The Chancery and its growing powers soon came to be resented by Parliament and the nobility; Carne says that it is possible to trace a general "trend of opposition" during the Plantagenet period, particularly from members of the clergy, who were more used to Roman law than equity. From the reign of Richard II, the House of Commons regularly complained about the work of the court, and in 1390 it petitioned the king to pronounce that the court could not act contrary to the common law, nor annul a judgment without due process. At the same time, it asked that no writ could be issued that would compel a man to appear before the court; if it was, the clerk who issued it would lose his job and the lord chancellor would be fined £100. The king gave evasive answers to the requests, and made no decision. The Commons did succeed in making some changes to the court's procedure, however; in 1394 the King assented to their request that victorious defendants in the court have their costs recompensed from the other side, and in 1341 the king, on their application, allowed the lord chancellor to send cases directly to the common law courts, to avoid the common law judges having to waste time travelling. Kerly suggests that many complaints from the Commons came from lawyers of the common law, aggrieved at the Chancery's extended jurisdiction that overlapped with that of the common law. These complaints from the Commons did not prevent the court from successfully functioning; in 1393, for example, it was considered prominent enough that the House of Lords sent two cases there to be dealt with.
According to many academics, the Court of Chancery really began to expand its caseload during the 15th century; Margaret Avery reports a massive increase in cases during the 1440s, while Nicholas Pronay suggests that the real expansion came during Yorkist rule, when the number of cases submitted each year quadrupled.
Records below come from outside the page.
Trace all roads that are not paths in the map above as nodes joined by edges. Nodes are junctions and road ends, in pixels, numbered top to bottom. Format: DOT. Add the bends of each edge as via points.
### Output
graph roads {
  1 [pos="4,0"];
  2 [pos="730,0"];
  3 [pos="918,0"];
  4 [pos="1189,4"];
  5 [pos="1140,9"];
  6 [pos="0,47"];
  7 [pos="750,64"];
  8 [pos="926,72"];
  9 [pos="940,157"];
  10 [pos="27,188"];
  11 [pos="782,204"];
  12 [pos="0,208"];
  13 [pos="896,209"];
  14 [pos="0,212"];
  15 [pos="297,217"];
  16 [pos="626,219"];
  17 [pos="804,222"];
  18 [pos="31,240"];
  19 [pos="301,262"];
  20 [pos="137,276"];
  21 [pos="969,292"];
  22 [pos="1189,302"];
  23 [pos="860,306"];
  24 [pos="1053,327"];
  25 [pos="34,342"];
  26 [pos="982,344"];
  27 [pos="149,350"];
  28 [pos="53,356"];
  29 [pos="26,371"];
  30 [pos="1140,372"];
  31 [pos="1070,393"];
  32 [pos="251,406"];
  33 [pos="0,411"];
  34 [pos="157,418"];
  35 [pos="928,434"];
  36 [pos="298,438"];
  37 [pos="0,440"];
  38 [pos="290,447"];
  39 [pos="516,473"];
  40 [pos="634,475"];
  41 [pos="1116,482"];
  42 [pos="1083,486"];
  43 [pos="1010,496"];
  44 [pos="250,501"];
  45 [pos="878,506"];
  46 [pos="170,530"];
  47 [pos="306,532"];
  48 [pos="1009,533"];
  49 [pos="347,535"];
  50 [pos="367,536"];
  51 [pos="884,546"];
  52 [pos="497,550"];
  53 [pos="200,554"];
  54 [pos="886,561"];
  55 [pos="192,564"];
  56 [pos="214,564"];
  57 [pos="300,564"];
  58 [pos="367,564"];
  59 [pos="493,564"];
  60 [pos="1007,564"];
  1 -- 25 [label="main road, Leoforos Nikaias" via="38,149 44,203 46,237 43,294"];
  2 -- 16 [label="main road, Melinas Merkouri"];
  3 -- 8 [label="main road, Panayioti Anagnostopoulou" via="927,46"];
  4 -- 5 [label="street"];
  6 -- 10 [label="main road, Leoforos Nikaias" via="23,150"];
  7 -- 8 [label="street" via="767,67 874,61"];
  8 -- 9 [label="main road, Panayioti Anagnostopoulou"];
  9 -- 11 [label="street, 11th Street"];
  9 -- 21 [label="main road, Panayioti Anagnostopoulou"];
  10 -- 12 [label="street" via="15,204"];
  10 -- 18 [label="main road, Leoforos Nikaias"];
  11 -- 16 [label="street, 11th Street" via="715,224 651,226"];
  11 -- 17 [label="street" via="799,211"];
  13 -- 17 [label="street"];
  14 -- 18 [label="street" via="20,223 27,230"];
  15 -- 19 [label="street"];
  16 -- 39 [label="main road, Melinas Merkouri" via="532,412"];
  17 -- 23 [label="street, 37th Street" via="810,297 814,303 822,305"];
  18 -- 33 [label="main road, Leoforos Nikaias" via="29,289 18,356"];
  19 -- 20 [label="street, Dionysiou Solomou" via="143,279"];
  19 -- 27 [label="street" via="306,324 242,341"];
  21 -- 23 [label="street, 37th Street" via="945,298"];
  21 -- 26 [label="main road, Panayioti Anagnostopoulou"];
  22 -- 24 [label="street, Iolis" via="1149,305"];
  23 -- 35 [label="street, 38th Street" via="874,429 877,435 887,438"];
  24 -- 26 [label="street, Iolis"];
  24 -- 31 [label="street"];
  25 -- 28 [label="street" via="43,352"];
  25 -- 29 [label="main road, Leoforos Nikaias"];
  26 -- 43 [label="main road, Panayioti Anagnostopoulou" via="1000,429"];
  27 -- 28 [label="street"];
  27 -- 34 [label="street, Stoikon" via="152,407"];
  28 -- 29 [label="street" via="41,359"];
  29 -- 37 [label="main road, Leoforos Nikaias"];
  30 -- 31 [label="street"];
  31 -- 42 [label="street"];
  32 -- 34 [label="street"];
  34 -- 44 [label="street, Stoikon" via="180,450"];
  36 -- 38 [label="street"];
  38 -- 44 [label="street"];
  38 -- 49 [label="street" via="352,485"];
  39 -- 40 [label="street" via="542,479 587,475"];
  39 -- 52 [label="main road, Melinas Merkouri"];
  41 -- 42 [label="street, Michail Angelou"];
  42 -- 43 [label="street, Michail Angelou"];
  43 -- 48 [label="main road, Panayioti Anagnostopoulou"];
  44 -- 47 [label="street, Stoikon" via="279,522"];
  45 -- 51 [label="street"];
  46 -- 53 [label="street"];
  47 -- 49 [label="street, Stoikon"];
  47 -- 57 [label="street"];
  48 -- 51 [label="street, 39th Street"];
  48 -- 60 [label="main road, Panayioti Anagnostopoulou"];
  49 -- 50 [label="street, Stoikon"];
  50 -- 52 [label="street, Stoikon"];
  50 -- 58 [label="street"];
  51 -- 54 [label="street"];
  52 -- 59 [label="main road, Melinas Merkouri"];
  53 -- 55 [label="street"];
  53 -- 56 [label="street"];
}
He gives complaints about the perversion of justice in the common law courts, along with growing mercantile and commercial interests, as the main reason for the growth, arguing that this was the period when the Chancery changed from being an administrative body with some judicial functions to "one of the four central courts of the realm ... the growth in the number of is a primary indicator of the changing position of Chancery". This increasing role was assisted by the changing function of the court: until the late 14th century, private parties could not bring cases to the Chancery as they could to the other courts, while by the 15th century the number of private cases had increased to the point where there were many complaints in Parliament. Marsh writes that another reason for the Chancery's growing influence was the remedies available; through orders of specific performance and injunctions, the court could not only rectify previous wrongs but prevent future wrongs from occurring, while the common law courts were limited to awarding damages.